Lind, yang pada edisi 2025 tampil sangat dominan, kali ini dibuat tidak berkutik pada dua game awal. Chirita yang menduduki peringkat 80 dunia tampil menekan dengan pukulan-pukulan cepat dan tajam yang gagal diantisipasi oleh Lind, membuat sang unggulan pertama tertinggal dua game langsung.
Meski Lind mampu memperpanjang napas dengan menyamakan kedudukan menjadi 2-2, nasib buruk tampaknya kembali mengintai di game penentu.
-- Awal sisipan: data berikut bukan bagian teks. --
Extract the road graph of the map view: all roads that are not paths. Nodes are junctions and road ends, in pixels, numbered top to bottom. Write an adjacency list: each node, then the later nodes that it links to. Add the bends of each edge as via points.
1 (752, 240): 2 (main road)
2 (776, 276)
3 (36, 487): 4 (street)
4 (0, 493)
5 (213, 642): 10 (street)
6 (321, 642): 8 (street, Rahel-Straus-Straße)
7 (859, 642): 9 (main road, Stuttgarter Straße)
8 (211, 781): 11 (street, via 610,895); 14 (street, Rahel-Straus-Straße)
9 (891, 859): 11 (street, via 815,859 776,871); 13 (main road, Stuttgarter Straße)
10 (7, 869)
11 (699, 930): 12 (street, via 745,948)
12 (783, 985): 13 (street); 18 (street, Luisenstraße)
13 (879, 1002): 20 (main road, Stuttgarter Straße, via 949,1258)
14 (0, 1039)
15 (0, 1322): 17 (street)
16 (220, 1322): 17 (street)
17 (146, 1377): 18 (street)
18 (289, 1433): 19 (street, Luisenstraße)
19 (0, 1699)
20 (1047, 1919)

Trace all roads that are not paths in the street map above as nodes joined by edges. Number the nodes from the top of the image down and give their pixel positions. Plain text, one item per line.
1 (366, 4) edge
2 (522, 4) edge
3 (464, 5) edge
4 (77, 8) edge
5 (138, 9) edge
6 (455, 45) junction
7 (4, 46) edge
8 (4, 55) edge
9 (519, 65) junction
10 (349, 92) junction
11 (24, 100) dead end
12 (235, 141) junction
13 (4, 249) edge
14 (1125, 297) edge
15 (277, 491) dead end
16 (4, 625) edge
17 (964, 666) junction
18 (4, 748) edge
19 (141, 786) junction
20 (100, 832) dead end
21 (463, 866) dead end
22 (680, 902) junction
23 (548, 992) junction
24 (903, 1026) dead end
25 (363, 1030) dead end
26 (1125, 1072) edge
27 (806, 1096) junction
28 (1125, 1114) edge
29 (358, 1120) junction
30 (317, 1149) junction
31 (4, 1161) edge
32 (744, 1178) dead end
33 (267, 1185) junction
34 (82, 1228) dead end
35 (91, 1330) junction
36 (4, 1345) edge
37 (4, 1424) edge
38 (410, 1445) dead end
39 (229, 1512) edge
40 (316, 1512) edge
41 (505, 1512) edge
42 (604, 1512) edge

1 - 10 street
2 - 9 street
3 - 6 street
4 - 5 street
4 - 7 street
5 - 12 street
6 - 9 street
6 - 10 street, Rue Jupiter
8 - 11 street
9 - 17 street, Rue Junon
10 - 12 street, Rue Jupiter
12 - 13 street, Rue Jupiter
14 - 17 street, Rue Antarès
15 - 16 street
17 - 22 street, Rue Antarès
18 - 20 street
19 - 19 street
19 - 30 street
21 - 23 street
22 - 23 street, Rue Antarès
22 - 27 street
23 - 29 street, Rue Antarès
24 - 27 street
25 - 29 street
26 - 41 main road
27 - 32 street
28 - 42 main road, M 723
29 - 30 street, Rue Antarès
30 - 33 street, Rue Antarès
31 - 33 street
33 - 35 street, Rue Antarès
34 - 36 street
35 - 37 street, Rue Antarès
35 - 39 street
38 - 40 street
Chirita tampil sangat percaya diri dan berhasil memimpin jauh hingga kedudukan 7-10. Keadaan ini membuat Chirita berada di atas angin dengan mengantongi tiga kali match point.
Namun, mental juara Anders Lind berbicara di saat kritis. Secara luar biasa, ia berhasil menyapu bersih lima poin beruntun di bawah tekanan yang luar biasa berat. Lind menutup laga secara spektakuler lewat sebuah pukulan forehand keras dari sisi backhand meja yang gagal dikembalikan Chirita.
Skenario mendebarkan ternyata tidak hanya dialami oleh Lind. Di bagan undian bawah, unggulan kedua asal Prancis, Thibault Poret, juga harus mengeluarkan magisnya di menit-menit akhir untuk menjaga asa juara tetap hidup.
Poret sempat tertinggal 1-2 dari Martin Allegro sebelum akhirnya bangkit dan membalikkan keadaan untuk membungkus kemenangan 3-2 (12-10, 9-11, 4-11, 11-8, 11-8). Poret, yang memegang reputasi sebagai dua kali runner-up di level WTT Star Contender, menjadi salah satu nama besar yang difavoritkan untuk pecah telur meraih gelar juara di Lagos. Pada babak berikutnya, ia akan ditantang oleh Kim Gaon yang lolos usai membekuk Milo De Boer 3-1.
Sajian comeback tidak kalah seru juga tersaji di sektor Tunggal Putri melalui duel sengit antara Saki Shibata (Jepang) melawan Gaia Monfardini (Italia). Berhubung kedua pemain hanya terpaut 11 strip dalam ranking dunia ITTF, laga ini memang sudah diprediksi akan berjalan ketat sejak awal.
Monfardini sejatinya sudah berada di ambang kemenangan setelah unggul dua game awal dan memimpin poin 8-9 pada game ketiga. Namun, Shibata berhasil mengubah arah angin.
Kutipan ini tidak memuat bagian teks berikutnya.